◆ Prompt: Report back each line of the data that contains the word "Alamos".

◆ Source material:
================================
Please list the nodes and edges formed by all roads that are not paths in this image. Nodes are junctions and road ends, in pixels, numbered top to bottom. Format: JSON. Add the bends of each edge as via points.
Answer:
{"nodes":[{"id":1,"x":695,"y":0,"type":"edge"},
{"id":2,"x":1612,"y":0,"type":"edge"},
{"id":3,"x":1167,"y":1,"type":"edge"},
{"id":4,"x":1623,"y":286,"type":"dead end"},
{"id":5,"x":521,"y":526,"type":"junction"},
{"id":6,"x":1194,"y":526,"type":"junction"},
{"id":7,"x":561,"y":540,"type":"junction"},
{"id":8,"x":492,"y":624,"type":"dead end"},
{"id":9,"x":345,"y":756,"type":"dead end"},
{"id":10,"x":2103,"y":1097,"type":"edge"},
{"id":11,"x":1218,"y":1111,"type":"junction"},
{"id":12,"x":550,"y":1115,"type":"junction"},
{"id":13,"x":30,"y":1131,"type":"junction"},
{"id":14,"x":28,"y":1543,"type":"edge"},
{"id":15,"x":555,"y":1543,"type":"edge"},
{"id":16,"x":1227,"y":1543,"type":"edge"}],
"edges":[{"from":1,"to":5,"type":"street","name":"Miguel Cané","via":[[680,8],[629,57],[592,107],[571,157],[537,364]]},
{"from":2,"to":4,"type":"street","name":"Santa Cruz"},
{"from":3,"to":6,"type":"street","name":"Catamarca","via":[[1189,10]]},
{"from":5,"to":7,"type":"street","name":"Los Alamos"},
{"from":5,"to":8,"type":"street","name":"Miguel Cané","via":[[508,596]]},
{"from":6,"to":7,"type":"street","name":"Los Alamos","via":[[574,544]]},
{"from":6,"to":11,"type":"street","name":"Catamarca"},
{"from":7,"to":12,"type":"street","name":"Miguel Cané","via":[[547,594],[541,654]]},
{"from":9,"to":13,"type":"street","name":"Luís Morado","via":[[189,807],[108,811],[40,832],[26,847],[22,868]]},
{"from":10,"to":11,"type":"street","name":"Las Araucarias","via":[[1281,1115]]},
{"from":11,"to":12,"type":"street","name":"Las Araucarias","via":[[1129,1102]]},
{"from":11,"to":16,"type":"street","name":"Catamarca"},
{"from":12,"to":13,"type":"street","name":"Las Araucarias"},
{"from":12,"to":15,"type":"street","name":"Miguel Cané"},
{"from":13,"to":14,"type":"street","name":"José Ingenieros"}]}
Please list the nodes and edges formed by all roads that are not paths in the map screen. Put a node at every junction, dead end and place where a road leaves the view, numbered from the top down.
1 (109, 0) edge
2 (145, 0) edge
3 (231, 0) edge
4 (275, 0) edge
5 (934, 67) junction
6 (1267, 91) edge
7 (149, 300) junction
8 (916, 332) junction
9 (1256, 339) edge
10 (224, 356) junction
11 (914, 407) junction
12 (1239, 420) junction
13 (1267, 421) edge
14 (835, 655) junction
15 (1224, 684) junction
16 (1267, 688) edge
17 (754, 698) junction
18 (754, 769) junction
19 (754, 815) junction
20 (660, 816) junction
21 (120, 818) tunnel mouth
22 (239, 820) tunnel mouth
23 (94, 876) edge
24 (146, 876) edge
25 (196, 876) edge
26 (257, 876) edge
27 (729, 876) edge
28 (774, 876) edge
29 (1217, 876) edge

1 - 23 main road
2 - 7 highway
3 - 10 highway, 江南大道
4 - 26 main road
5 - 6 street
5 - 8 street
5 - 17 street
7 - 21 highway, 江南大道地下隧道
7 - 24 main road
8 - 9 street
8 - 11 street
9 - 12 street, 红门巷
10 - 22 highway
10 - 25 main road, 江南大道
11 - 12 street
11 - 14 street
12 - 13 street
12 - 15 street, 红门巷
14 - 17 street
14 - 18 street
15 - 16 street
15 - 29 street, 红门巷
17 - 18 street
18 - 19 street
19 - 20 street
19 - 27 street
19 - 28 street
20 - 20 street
================================
◆ Result of this task:
{"from":5,"to":7,"type":"street","name":"Los Alamos"},
{"from":6,"to":7,"type":"street","name":"Los Alamos","via":[[574,544]]},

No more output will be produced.